What is being asked
The required answer is a copy of each line in the entries below that includes "names".

*** Opening Data extracts ***

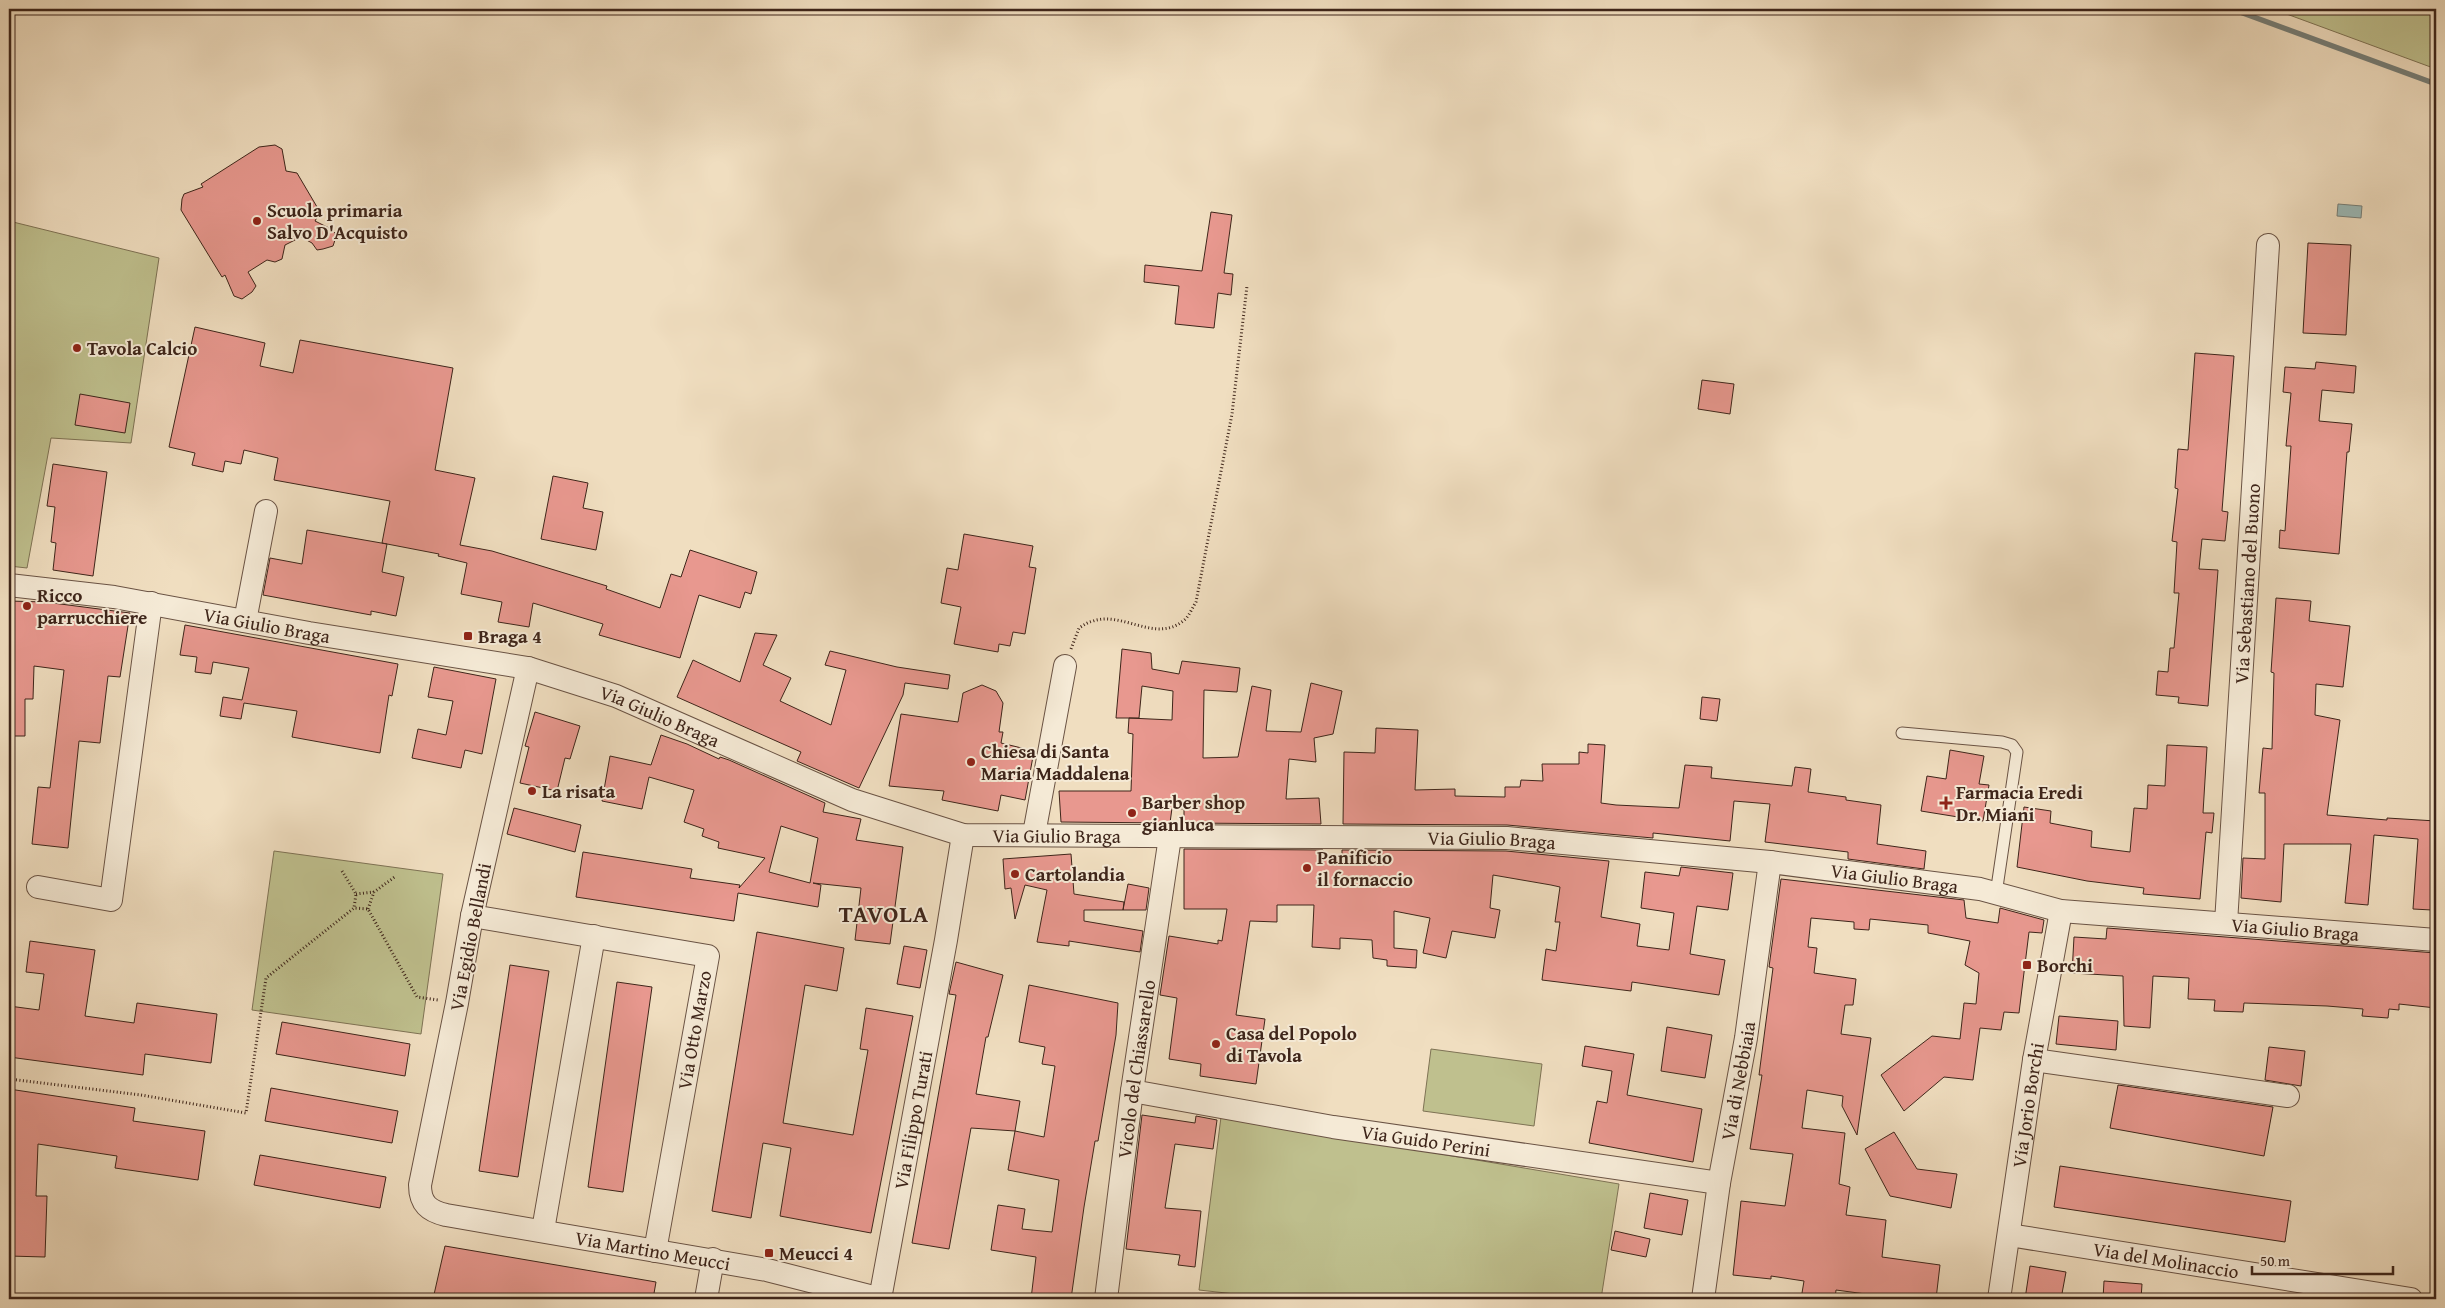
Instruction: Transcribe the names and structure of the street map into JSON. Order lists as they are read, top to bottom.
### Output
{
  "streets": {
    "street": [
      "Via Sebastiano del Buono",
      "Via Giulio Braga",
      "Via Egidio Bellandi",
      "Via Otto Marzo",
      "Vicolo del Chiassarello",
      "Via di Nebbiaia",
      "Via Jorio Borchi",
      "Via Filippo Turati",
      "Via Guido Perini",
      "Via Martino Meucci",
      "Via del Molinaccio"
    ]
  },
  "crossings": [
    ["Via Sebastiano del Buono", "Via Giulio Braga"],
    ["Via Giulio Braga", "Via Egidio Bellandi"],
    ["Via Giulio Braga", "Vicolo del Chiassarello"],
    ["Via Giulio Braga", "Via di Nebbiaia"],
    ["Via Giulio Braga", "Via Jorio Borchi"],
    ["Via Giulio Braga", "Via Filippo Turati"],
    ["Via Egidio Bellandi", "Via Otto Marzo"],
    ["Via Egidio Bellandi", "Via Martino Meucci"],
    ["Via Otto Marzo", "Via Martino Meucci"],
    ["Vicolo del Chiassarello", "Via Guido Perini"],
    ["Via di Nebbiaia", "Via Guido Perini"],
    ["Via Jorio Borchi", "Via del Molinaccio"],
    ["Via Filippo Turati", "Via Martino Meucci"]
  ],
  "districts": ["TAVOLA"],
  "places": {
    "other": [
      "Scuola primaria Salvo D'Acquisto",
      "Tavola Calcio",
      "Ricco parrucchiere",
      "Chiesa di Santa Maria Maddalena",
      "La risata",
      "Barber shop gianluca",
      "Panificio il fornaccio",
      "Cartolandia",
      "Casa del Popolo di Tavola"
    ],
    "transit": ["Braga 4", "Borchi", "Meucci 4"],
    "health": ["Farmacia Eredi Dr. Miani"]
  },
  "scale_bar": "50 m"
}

*** Closing Data extracts ***
*** Opening Data extracts ***

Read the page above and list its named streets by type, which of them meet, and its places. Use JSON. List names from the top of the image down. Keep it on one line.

*** Closing Data extracts ***

Answer for this exercise
Instruction: Transcribe the names and structure of the street map into JSON. Order lists as they are read, top to bottom.
Read the page above and list its named streets by type, which of them meet, and its places. Use JSON. List names from the top of the image down. Keep it on one line.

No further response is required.